The Production of Temperature and Salinity Variance and Covariance: Implications for Mixing
Julian Schanze, Ph.D, 2013
Raymond Schmitt, Advisor
Large-scale thermal forcing and freshwater fluxes play an essential role in setting temperature and salinity in the ocean. A number of recent estimates of the global oceanic freshwater balance as well as the global oceanic surface net heat flux are used to investigate the effects of heat- and freshwater forcing at the ocean surface. Such forcing induces changes in both density and density-compensated temperature and salinity changes (‘spice’). The ratio of the relative contributions of haline and thermal forcing in the mixed layer is maintained by large-scale surface fluxes, leading to important consequences for mixing in the ocean interior. In a stratified ocean, mixing processes can be either along lines of constant density (isopycnal) or across those lines (diapycnal).
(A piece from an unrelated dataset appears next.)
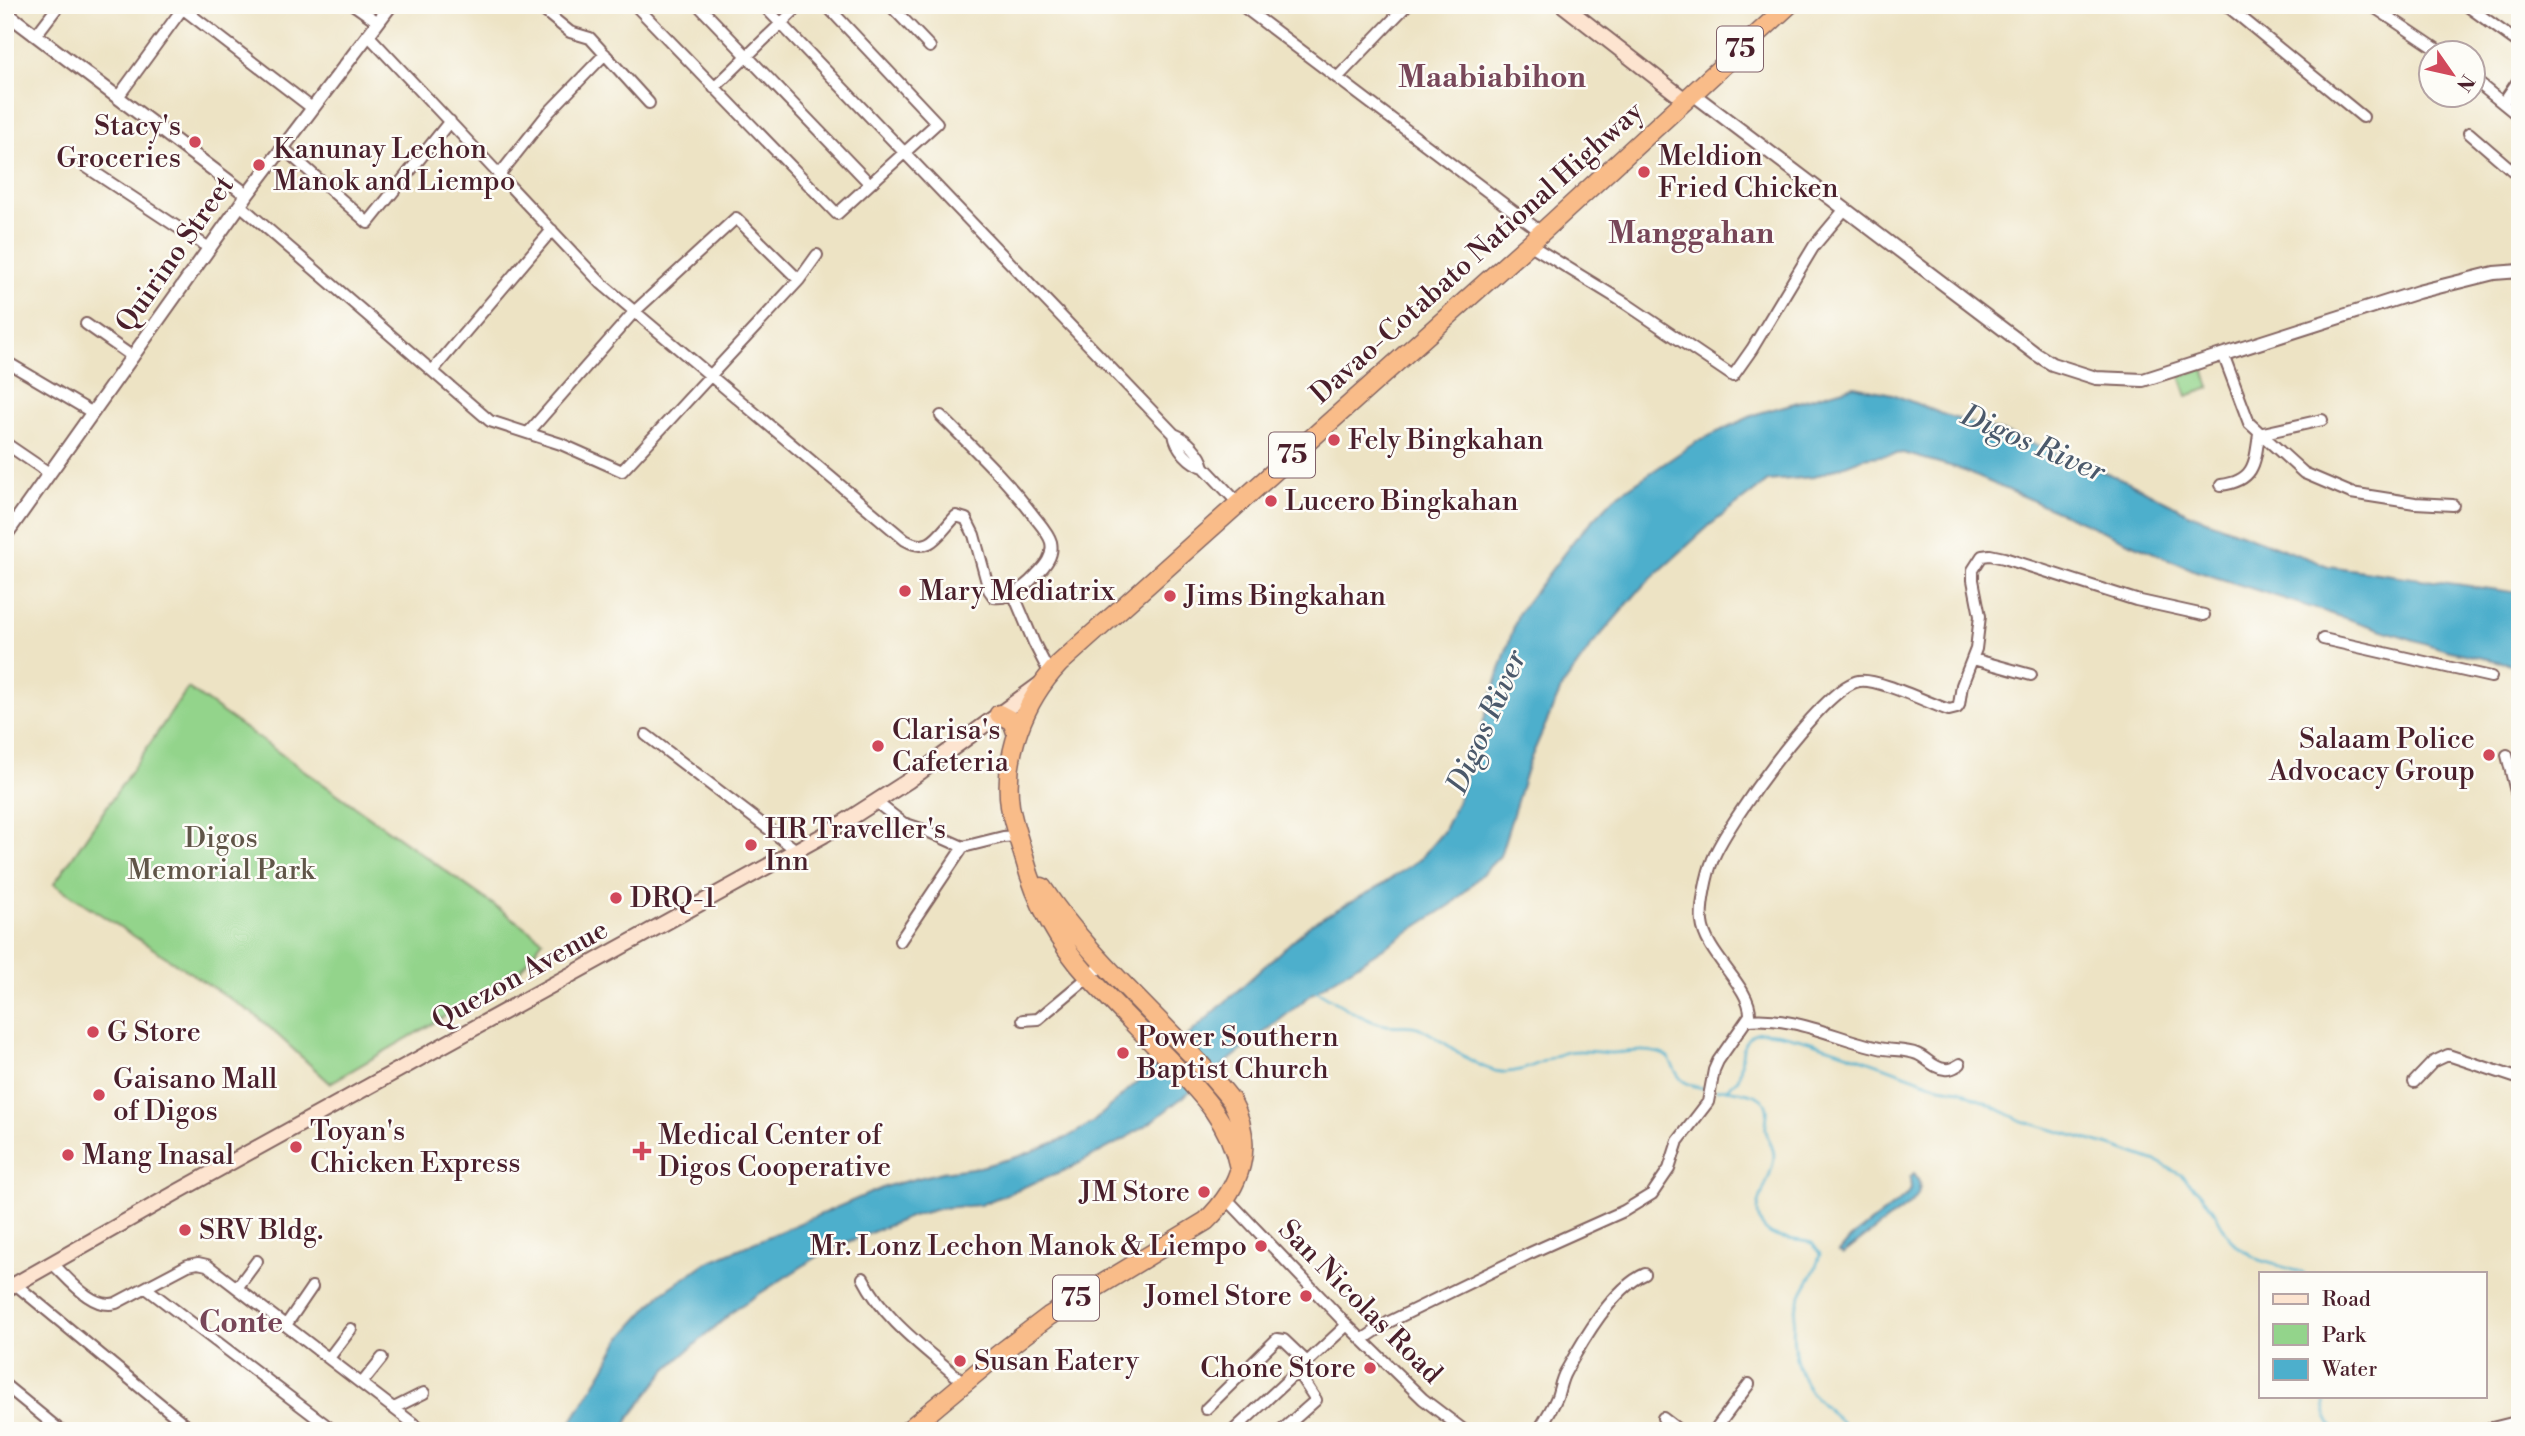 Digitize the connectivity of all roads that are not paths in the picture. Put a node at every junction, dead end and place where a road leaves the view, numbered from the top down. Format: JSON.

The contribution of these processes to the total mixing rate in the ocean can be estimated from the large-scale forcing by evaluating the production of thermal variance, salinity variance and temperature-salinity covariance. Here, I use new estimates of surface fluxes to evaluate these terms and combine them to generate estimates of the production of density and spice variance under the assumption of a linear equation of state. As a consequence, it is possible to estimate the relative importance of isopycnal and diapycnal mixing in the ocean. While isopycnal and diapycnal processes occur on very different length scales, I find that the surface-driven production of density and spice variance requires an approximate equipartition between isopycnal and diapycnal mixing in the ocean interior. In addition, consideration of the full nonlinear equation of state reveals that surface fluxes require an apparent buoyancy gain (expansion) of the ocean, which allows an estimate of the amount of contraction on mixing due to cabbeling in the ocean interior.